Lykke Li is in a dark place.
At least, she’s not quite the same bright-eyed Swedish songbird we met six years ago on Youth Novels, a record full of innocently quirky pop ditties like “Little Bit” and “I’m Good, I’m Gone.”
By 2011’s Wounded Rhymes, she’d begun to hone her artistry and tap into something more complex and riotous, delivering the unexpectedly assertive “Get Some” and worldweary anthems like “Sadness Is A Blessing” and “I Follow Rivers.” She gained substantial indie cred at that point, floating somewhere between just-below-the-radar Swede-pop superstardom (see: Robyn) and Pitchfork-approved indie darling status.
But really, she couldn’t care less.
“The older I become the less interested I am in blowing up. I’m not at all interested in the spotlight or becoming big. For me I just create because I have to, and then everything around it — all the other stuff you are expected to do — I find kind of painful,” she explained to T. Cole Rachel in an interview for Stereogum.
With no motivation for her music other than to be an outlet, her work has become increasingly personal with each record — and, as a result, fairly tortured.
I Never Learn, considered the final chapter in a trilogy of albums, captures a singer-songwriter physically and emotionally exhausted following her tour, getting her heart broken while on the road, growing older, lonelier and, ultimately, having no place to call home.
From Stereogum:
I was in a relationship, I suppose, and that ended while I was on my final leg of the tour. I had already felt caught up in touring for a long time. I was thinking, I really don’t know how much more I can take of this. I do it so fully. It was hard getting anything back. I mean, I get something back from the audience, yes, but the lifestyle is so hard. So I had to go through that whole breakup on my tour bus in a little bunk and then I had to be on stage every night. It was really the hardest thing ever. So I didn’t have anywhere to live and the tour was going to end. It ended in New Orleans. After that I was like, “Cool. I have no more touring. I don’t have a relationship. I don’t have a home. Whoa.”
In case you couldn’t tell from the song titles alone — “I Never Learn,” “Never Gonna Love Again,” “Love Me Like I’m Not Made Of Stone,” “Sleeping Alone” — I Never Learn is a break-up record to its core — perhaps the best since Adele‘s 21.

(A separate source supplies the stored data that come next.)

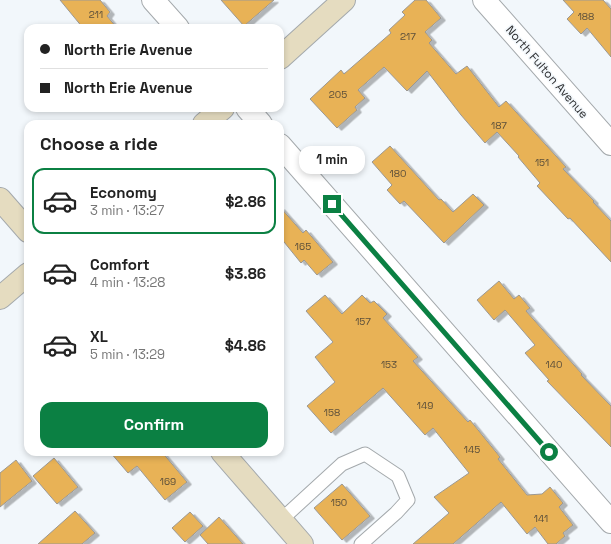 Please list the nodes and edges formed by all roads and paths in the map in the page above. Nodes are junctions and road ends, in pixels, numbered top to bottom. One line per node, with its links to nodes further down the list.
1 (154, 0): 4 (street)
2 (344, 0): 5 (street)
3 (484, 0): 10 (street, North Fulton Avenue)
4 (175, 24)
5 (284, 54)
6 (218, 112): 8 (street)
7 (250, 112): 9 (street)
8 (209, 120)
9 (258, 120)
10 (611, 144)
11 (284, 150): 18 (street)
12 (0, 199): 13 (street)
13 (24, 226)
14 (24, 277): 15 (street)
15 (0, 298)
16 (225, 456): 17 (street)
17 (281, 520): 19 (street); 20 (lane)
18 (611, 522)
19 (302, 544)
20 (361, 544)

Working alongside her longtime collaborators Björn Yttling and Rick Nowels, Lykke also wisely tapped Greg Kurstin for her latest project, rounding out her sound with a more polished pop sheen. Colored by lonesome, twangy guitars, tambourine rattles and marching drums, the cohesive collection brings the heaviest parts of Lana Del Rey‘s discography to mind, as well as Rilo Kiley, Florence + The Machine, The Cardigans and the classic pop sensibility of Stevie Nicks/Fleetwood Mac.
The record is packed with aching torch tracks and power ballads (there’s not a single uptempo moment, in case you expected otherwise), all of which genuinely play like long-loved classics from the first listen: “Gunshot”, an ode to unrequited love, is armed with a sweeping woosh of a chorus that is undeniably epic, as though plucked straight from a lost Fleetwood Mac session. “Never get you back,” she mournfully cries out on repeat.

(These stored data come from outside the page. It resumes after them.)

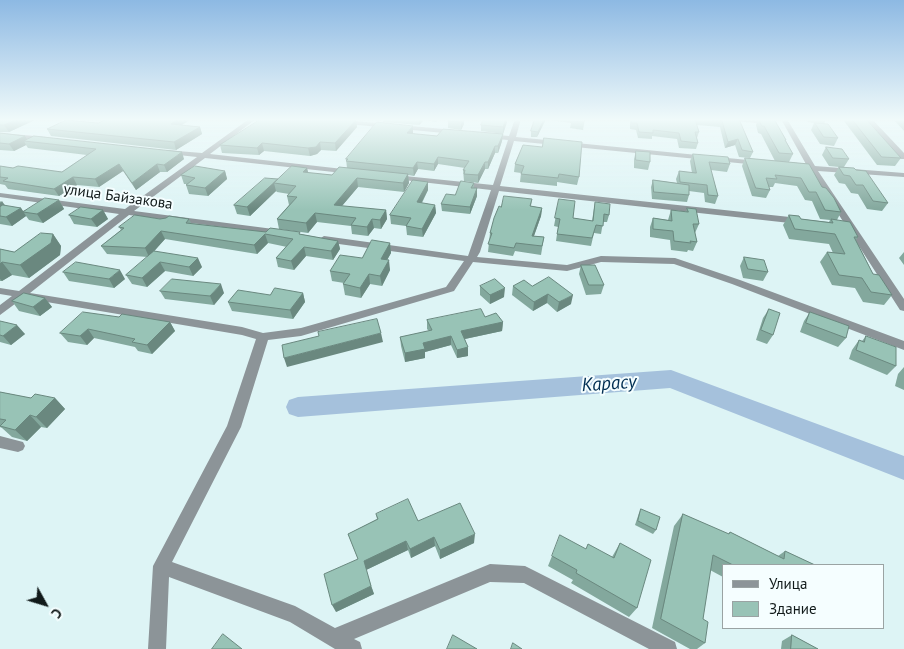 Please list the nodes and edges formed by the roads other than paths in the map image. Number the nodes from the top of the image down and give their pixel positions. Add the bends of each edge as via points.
1 (213, 149) edge
2 (508, 149) edge
3 (621, 149) edge
4 (802, 149) edge
5 (156, 150) edge
6 (204, 156) junction
7 (764, 164) edge
8 (784, 166) edge
9 (813, 168) junction
10 (360, 173) edge
11 (904, 175) edge
12 (389, 176) edge
13 (495, 188) junction
14 (0, 195) edge
15 (127, 212) junction
16 (804, 222) edge
17 (843, 226) edge
18 (853, 227) junction
19 (293, 235) edge
20 (313, 238) edge
21 (470, 259) junction
22 (0, 291) edge
23 (21, 295) junction
24 (904, 306) edge
25 (0, 311) edge
26 (263, 337) junction
27 (904, 346) edge
28 (0, 442) edge
29 (18, 446) dead end
30 (161, 566) junction
31 (336, 638) junction
32 (157, 649) edge
33 (353, 649) edge
34 (668, 649) edge

1 - 6 street
2 - 13 street
3 - 7 street
4 - 9 street
5 - 6 street
6 - 10 street
6 - 15 street
8 - 9 street
9 - 11 street
9 - 18 street
12 - 13 street
13 - 16 street
13 - 21 street
14 - 15 street, улица Байзакова
15 - 19 street, улица Байзакова
15 - 23 street
17 - 18 street
18 - 24 street
20 - 21 street
21 - 26 street via 450,289 301,332
21 - 27 street via 567,268 601,259 675,262
22 - 23 street
23 - 25 street
23 - 26 street
26 - 30 street via 234,427
28 - 29 street
30 - 31 street via 296,616
30 - 32 street
31 - 33 street
31 - 34 street via 490,572 525,575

That the I Never Learn campaign kicked off with “Love Me Like I’m Not Made Of Stone” — recorded in what sounds like a single take atop a simple guitar melody — is somewhat perplexing, given that it’s the roughest cut in the collection. But then, presenting the world with her most stripped-down material seems to be exactly the point she’s trying to make: “If anything I want to be seen as a singer-songwriter rather than a pop artist. I really feel like I’ve found my voice,” she told NME back in January.

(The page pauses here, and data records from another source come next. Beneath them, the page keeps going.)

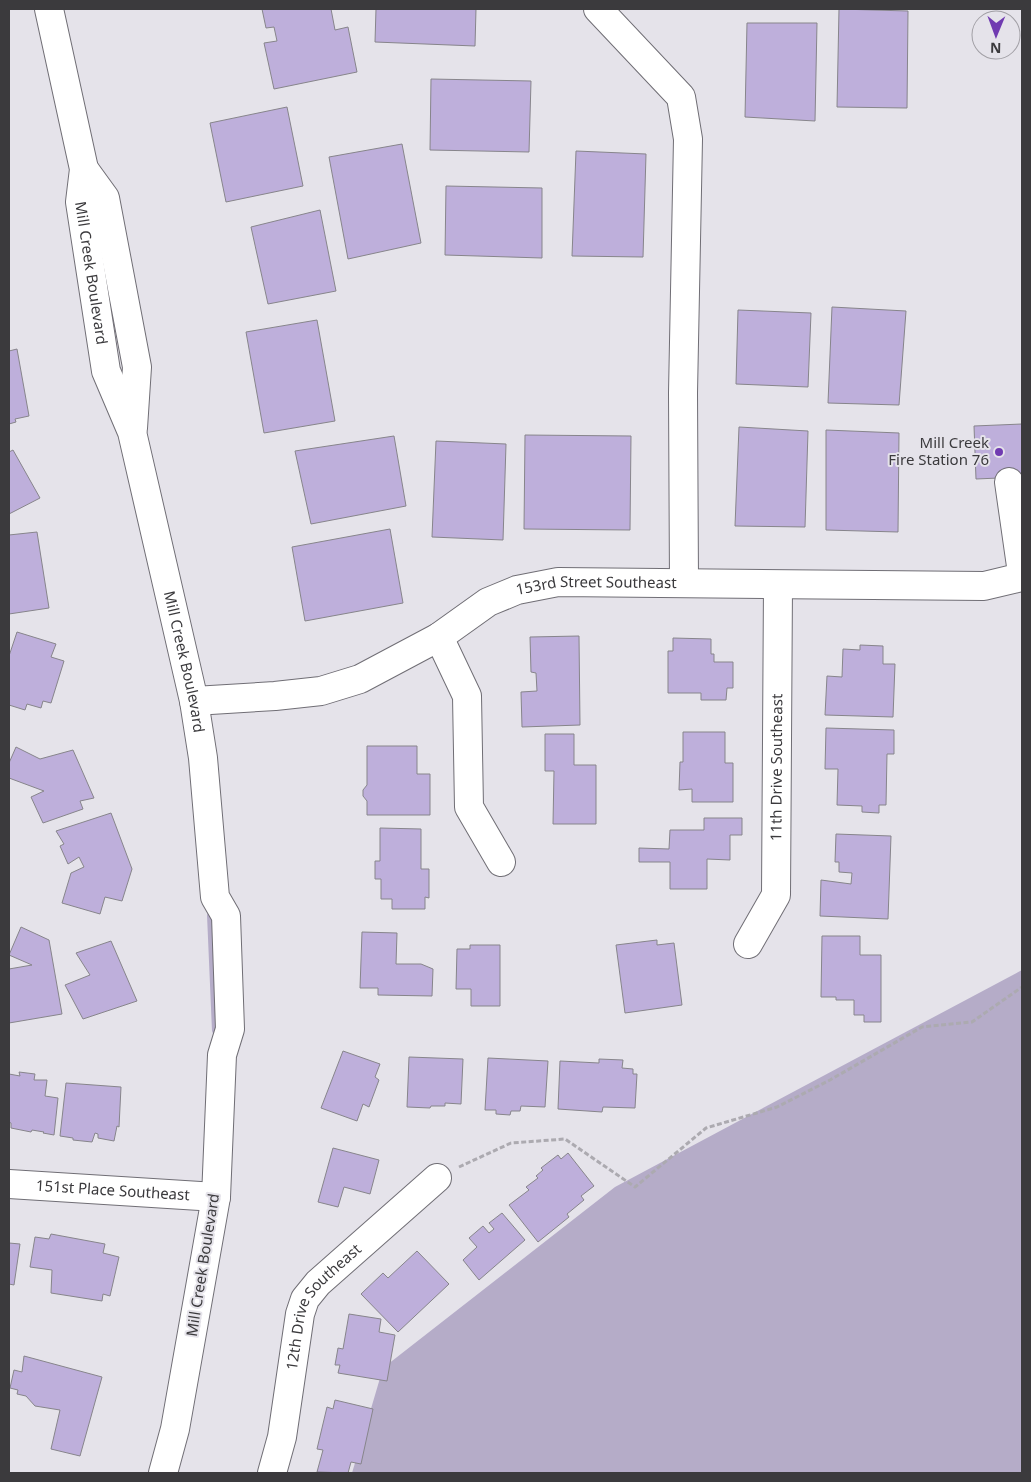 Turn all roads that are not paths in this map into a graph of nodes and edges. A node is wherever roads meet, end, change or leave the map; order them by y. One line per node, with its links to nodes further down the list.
1 (49, 9): 9 (street, Mill Creek Boulevard)
2 (598, 9): 6 (street)
3 (1009, 482): 4 (street)
4 (1022, 573)
5 (1022, 577): 7 (street, 153rd Street Southeast)
6 (684, 583): 7 (street, 153rd Street Southeast); 8 (street, 153rd Street Southeast)
7 (778, 585): 11 (street, 11th Drive Southeast)
8 (438, 637): 9 (street, 153rd Street Southeast); 10 (street)
9 (194, 701): 14 (street, Mill Creek Boulevard)
10 (501, 862)
11 (748, 944)
12 (437, 1178): 16 (street, 12th Drive Southeast)
13 (9, 1184): 14 (street, 151st Place Southeast)
14 (216, 1197): 15 (street, Mill Creek Boulevard)
15 (163, 1473)
16 (272, 1473)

She’s thoroughly defeated, yet determined to make it right still — which is even more crushing. “Be the night and I will be your shining light,” she begs across the moody pulsations of “Silver Line.” “Just like a dream/Stay baby, stay with me,” she pleads on the instantly anthemic “Just Like A Dream.”
The finality of her relationship threads itself through the entire record, especially toward the end with the heavy, piano-led “Sleep Alone” and “Never Gonna Love Again,” a gorgeously weepy power ballad that sees Lykke drowning her sorrows in giant piano chords and sweeping hooks. “Every time the rain falls…think of me,” she sadly coos.
With so much melancholy, the album sounds like an utterly depressing listen on paper — and, well, it is. After all, what better inspiration to draw from than heartbreak? But the impeccable songcraft and start-to-finish cohesion, as well as Lykke’s voice, which has undeniably strengthened through touring and her continued personal evolution as an artist, all help to keep the record from drowning in its own bleakness.
Lykke Li’s pain is, morbidly, our pleasure, resulting in some of the most impressive songs she’s ever recorded.
I Never Learn isn’t an album meant for getting super turnt up on a Friday night, but damn, if it isn’t the perfect companion for the morning after.